How to define a vowel without writing all the letters of the alphabet

3

Type the vowel function that takes a single character as a parameter and returns True if it is a vowel and False if it is a consonant.

Notice that

Vowel ("a") should return True

Vowel ("b") should return False

Vowel ("E") should return True

Returned True and False values must be of type bool (Booleans)

Tip: Remember that to pass a vowel as a parameter it must be a text, ie it must be enclosed in quotation marks.

vogais = ("a", "e", "i", "o", "u")
letra = ("b", "c", "d", "f", "g", "h", "i", "j", "k", "l", "m", "n", "p", "q", "r", "s", "t", "v", "w", "x", "y", "z")

def vogal():
    input(str("Digite uma letra: "))
    while letra == vogais:
        vogal = "a" or "e" or "i" or "o" or "u"
        return "True"
    else:
        return "False"

No error in the code, but it is not in the right format, what can I do to make it simpler?

    
asked by anonymous 06.04.2017 / 09:33

3 answers

16

For this you are far from needing a while ... or have all the letters of the alphabet.

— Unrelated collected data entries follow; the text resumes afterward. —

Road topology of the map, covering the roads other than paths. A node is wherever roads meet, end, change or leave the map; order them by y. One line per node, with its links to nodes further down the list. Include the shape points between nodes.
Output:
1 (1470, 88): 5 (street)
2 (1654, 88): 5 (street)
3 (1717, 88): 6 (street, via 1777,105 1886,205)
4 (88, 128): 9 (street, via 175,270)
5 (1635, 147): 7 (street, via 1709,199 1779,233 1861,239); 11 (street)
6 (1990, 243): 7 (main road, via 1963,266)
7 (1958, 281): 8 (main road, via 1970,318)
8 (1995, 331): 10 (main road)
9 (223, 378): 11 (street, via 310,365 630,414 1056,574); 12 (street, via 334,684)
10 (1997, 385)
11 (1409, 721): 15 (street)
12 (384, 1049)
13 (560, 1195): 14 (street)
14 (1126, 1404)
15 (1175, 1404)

You're also making the error that you do not save the input to a variable, and you do not need to convert it to string str(..) because input() already returns a string by default,

  

Returned True and False values must be of type bool (Booleans)

Then this return, return "True" , is not correct, you should return without the quotation marks unless you return a string and not Boolean .

That said, you can do this:

def vogal(letra):
    vogais = "aeiou"
    if letra.lower() not in vogais: # verificar se a letra digitada minuscula nao existe na nossa variavel vogais
        return False
    return True

letra = input("Digite uma letra: ")
print(vogal(letra)) # aqui imprime True ou False

Notice that letra.lower() is to cover the hypothesis that the typed letter can be capital, and here we transform into a minuscule because the vowels we have are also in the lower case.

DEMONSTRATION

The function could even be reduced (with the alternative without the function lower() ) to:

def vogal(letra):
    vogais = "aeiouAEIOU"
    return letra in vogais
    
06.04.2017 / 10:29
3
def isVogal(letra):
    vogais = 'aeiou'
    return letra.lower() in vogais

def vogal():
    print(isVogal(input("Digite uma letra: ")))


vogal()

I created 2 methods, where the first one returns True for vowel and False otherwise, regardless of whether the box is high or not. The second receives the user input and prints True, for vowels and False for consonants.

    
11.06.2017 / 02:03
2
def vogal(x):
    if x == "a" or x == "e" or x == "i" or x == "o" or x == "u" or x== "A" or x == "E" or x == "I" or x == "O" or x == "U":
        return True
    else:
        return False
    
26.04.2017 / 21:00